AI in Medicine: Technical and Ethical Issues
As discussed in the paper, enthusiasm for the potential of AI technology is accompanied by concerns of data quality, quantity and transparency of AI models, evidence of clinical utility, regulatory challenges, as well as ethical data use and the impact of equity and bias on outputs from AI models. Limited availability and interpretability of large amounts of data, which are key for training AI models, present a pressing practical challenge for implementation. The devices and equipment needed to gather large data are costly and may be unavailable in many health systems, and additionally, hand-assigned annotated datasets by experts can be difficult to attain given time constraints. Another major concern is that for AI models to enter clinical practice, the system must garner user trust. Transparency is key as users must be able to understand the reasoning behind AI prediction models and to recognize potentially incorrect predictions. Another major concern is the ability to account for and remove biases from AI algorithms that may otherwise compromise findings and exacerbate health disparities.
AI and Health: From Medicine to Public Health in the Pandemic Era
The ability of AI models to analyze and interpret large health datasets at scale can also be transformative for public health and epidemiology and lays the foundation for precision public health. The analysis of large health data from many sources related to people, places, and time may provide more and better insights on the determinants of disease on both the personalized and population levels and can help accelerate public health surveillance and shape public health policies and implementation activities.

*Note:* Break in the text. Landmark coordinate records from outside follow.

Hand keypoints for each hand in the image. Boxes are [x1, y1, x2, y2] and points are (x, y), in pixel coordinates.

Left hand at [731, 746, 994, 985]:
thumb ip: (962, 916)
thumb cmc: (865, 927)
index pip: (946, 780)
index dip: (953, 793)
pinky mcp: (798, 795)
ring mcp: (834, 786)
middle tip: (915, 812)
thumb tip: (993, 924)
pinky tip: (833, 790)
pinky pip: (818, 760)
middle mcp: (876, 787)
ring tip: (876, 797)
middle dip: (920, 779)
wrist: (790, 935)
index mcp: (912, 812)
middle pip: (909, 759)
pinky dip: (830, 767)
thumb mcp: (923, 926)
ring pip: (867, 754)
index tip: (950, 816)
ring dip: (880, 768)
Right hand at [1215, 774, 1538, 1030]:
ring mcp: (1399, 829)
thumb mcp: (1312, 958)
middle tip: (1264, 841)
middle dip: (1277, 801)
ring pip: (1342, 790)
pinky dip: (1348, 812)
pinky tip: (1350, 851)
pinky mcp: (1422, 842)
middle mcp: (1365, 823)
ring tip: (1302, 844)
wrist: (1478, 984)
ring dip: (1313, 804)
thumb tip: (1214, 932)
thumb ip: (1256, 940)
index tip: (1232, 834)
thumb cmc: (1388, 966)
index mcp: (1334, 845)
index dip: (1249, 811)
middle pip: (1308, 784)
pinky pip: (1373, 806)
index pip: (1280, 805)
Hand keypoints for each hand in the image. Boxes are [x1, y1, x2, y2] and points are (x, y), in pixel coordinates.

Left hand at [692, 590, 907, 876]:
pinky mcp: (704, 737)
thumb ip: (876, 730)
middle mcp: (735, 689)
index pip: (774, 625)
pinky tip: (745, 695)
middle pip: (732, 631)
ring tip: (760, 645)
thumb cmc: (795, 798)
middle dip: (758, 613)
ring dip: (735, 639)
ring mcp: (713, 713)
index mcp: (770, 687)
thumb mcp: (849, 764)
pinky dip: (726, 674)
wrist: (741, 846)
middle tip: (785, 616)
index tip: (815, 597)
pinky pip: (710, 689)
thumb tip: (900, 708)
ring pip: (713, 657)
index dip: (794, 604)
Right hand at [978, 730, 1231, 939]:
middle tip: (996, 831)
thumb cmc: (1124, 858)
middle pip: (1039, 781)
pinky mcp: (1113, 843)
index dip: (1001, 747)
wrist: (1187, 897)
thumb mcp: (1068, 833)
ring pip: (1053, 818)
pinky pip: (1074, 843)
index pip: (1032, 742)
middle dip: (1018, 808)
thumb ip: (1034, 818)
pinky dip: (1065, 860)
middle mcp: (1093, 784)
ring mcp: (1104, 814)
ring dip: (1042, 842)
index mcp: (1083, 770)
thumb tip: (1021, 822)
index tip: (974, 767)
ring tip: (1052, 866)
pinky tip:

AI has emerged as a research and public health tool in the response to the COVID-19 pandemic. Table 1 below shows selected recent examples of AI studies in COVID-19, ascertained by our COVID-19 Portal on Genomics and Precision Health (COVID-19 GPH), an integral component of PHGKB. Table 2 shows the numbers of AI/ML studies captured in COVID-19 GPH by category of investigation. While it is too early to assess the impact of AI on the response to the pandemic, these data provide a vivid illustration of the emerging applications of AI in public health.
In conclusion, as discussed in the paper, applications of AI in medicine and public health are still in infancy. While there are no shortcuts on the long road ahead for investigating AI benefits and addressing implementation, ethical and regulatory issues, we are optimistic about the potential for AI to improve the health of individuals and populations.
Table 1
Table 2: Number of Scientific Papers that Use AI/ML in the Response to the COVID-19 Pandemic, by Category of Study
Category | Number |
---|---|
Diagnosis | 1430 |
Treatment | 576 |
Prevention | 528 |
Vaccines | 440 |
Surveillance | 239 |
Mechanism | 222 |
Forecasting | 219 |
Variants | 148 |
Health Equity | 105 |
Transmission | 34 |
Total | 4582 |
Source: COVID-19 GPH, February 26, 2022
The database was searched using the terms, artificial intelligence, machine learning, and deep learning.
The categories are not mutually exclusive.